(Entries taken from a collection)
● ● ● ●

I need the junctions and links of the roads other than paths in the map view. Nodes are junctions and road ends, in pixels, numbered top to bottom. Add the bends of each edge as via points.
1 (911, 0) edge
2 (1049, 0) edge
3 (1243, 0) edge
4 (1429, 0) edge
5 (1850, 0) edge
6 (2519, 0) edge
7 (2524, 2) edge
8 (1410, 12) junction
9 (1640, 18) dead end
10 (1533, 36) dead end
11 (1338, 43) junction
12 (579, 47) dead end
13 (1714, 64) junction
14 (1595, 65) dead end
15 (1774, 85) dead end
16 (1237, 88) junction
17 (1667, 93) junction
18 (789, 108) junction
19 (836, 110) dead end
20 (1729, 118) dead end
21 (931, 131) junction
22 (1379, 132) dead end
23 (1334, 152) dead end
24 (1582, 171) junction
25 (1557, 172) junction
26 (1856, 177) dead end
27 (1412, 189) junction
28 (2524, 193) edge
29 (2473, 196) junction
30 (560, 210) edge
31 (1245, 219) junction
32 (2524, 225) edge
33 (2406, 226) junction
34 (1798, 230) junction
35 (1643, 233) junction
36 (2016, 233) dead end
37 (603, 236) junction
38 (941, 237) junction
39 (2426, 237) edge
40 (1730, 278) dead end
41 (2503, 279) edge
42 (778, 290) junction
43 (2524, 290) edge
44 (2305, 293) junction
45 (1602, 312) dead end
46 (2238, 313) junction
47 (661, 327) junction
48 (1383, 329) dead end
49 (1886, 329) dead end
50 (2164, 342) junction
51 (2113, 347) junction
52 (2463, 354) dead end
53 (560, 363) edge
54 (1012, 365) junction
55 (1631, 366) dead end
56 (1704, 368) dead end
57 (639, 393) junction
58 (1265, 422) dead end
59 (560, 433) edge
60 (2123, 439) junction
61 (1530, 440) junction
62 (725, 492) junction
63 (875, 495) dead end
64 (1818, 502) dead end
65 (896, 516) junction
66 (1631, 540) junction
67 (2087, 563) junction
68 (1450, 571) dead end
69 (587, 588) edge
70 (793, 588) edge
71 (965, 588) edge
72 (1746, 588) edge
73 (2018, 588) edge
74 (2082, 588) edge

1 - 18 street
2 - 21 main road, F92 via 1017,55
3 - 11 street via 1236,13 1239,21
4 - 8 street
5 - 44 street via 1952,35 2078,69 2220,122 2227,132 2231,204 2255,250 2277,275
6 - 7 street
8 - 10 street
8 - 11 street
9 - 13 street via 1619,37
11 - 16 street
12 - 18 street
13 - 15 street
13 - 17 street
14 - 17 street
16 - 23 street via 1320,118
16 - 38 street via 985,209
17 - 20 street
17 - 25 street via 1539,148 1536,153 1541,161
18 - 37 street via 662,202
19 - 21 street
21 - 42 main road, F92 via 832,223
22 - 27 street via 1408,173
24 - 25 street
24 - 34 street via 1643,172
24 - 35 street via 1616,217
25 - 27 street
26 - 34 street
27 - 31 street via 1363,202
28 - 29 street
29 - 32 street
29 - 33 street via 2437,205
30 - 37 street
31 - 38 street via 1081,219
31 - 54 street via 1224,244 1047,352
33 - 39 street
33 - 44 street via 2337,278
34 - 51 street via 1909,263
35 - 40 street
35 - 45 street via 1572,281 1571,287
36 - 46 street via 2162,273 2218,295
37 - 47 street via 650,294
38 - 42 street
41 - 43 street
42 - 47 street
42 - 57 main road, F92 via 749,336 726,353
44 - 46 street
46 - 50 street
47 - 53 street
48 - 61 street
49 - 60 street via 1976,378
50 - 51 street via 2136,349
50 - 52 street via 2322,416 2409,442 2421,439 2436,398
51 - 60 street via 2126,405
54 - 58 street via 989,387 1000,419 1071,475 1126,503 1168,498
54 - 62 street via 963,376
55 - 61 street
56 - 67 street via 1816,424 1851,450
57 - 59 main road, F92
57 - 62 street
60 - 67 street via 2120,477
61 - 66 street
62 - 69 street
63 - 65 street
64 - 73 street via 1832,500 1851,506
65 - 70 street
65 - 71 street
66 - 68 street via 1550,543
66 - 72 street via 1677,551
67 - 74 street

● ● ● ●

## What you need to do
Would you copy the data exactly as shown above?

## Answer space
I need the junctions and links of the roads other than paths in the map view. Nodes are junctions and road ends, in pixels, numbered top to bottom. Add the bends of each edge as via points.
1 (911, 0) edge
2 (1049, 0) edge
3 (1243, 0) edge
4 (1429, 0) edge
5 (1850, 0) edge
6 (2519, 0) edge
7 (2524, 2) edge
8 (1410, 12) junction
9 (1640, 18) dead end
10 (1533, 36) dead end
11 (1338, 43) junction
12 (579, 47) dead end
13 (1714, 64) junction
14 (1595, 65) dead end
15 (1774, 85) dead end
16 (1237, 88) junction
17 (1667, 93) junction
18 (789, 108) junction
19 (836, 110) dead end
20 (1729, 118) dead end
21 (931, 131) junction
22 (1379, 132) dead end
23 (1334, 152) dead end
24 (1582, 171) junction
25 (1557, 172) junction
26 (1856, 177) dead end
27 (1412, 189) junction
28 (2524, 193) edge
29 (2473, 196) junction
30 (560, 210) edge
31 (1245, 219) junction
32 (2524, 225) edge
33 (2406, 226) junction
34 (1798, 230) junction
35 (1643, 233) junction
36 (2016, 233) dead end
37 (603, 236) junction
38 (941, 237) junction
39 (2426, 237) edge
40 (1730, 278) dead end
41 (2503, 279) edge
42 (778, 290) junction
43 (2524, 290) edge
44 (2305, 293) junction
45 (1602, 312) dead end
46 (2238, 313) junction
47 (661, 327) junction
48 (1383, 329) dead end
49 (1886, 329) dead end
50 (2164, 342) junction
51 (2113, 347) junction
52 (2463, 354) dead end
53 (560, 363) edge
54 (1012, 365) junction
55 (1631, 366) dead end
56 (1704, 368) dead end
57 (639, 393) junction
58 (1265, 422) dead end
59 (560, 433) edge
60 (2123, 439) junction
61 (1530, 440) junction
62 (725, 492) junction
63 (875, 495) dead end
64 (1818, 502) dead end
65 (896, 516) junction
66 (1631, 540) junction
67 (2087, 563) junction
68 (1450, 571) dead end
69 (587, 588) edge
70 (793, 588) edge
71 (965, 588) edge
72 (1746, 588) edge
73 (2018, 588) edge
74 (2082, 588) edge

1 - 18 street
2 - 21 main road, F92 via 1017,55
3 - 11 street via 1236,13 1239,21
4 - 8 street
5 - 44 street via 1952,35 2078,69 2220,122 2227,132 2231,204 2255,250 2277,275
6 - 7 street
8 - 10 street
8 - 11 street
9 - 13 street via 1619,37
11 - 16 street
12 - 18 street
13 - 15 street
13 - 17 street
14 - 17 street
16 - 23 street via 1320,118
16 - 38 street via 985,209
17 - 20 street
17 - 25 street via 1539,148 1536,153 1541,161
18 - 37 street via 662,202
19 - 21 street
21 - 42 main road, F92 via 832,223
22 - 27 street via 1408,173
24 - 25 street
24 - 34 street via 1643,172
24 - 35 street via 1616,217
25 - 27 street
26 - 34 street
27 - 31 street via 1363,202
28 - 29 street
29 - 32 street
29 - 33 street via 2437,205
30 - 37 street
31 - 38 street via 1081,219
31 - 54 street via 1224,244 1047,352
33 - 39 street
33 - 44 street via 2337,278
34 - 51 street via 1909,263
35 - 40 street
35 - 45 street via 1572,281 1571,287
36 - 46 street via 2162,273 2218,295
37 - 47 street via 650,294
38 - 42 street
41 - 43 street
42 - 47 street
42 - 57 main road, F92 via 749,336 726,353
44 - 46 street
46 - 50 street
47 - 53 street
48 - 61 street
49 - 60 street via 1976,378
50 - 51 street via 2136,349
50 - 52 street via 2322,416 2409,442 2421,439 2436,398
51 - 60 street via 2126,405
54 - 58 street via 989,387 1000,419 1071,475 1126,503 1168,498
54 - 62 street via 963,376
55 - 61 street
56 - 67 street via 1816,424 1851,450
57 - 59 main road, F92
57 - 62 street
60 - 67 street via 2120,477
61 - 66 street
62 - 69 street
63 - 65 street
64 - 73 street via 1832,500 1851,506
65 - 70 street
65 - 71 street
66 - 68 street via 1550,543
66 - 72 street via 1677,551
67 - 74 street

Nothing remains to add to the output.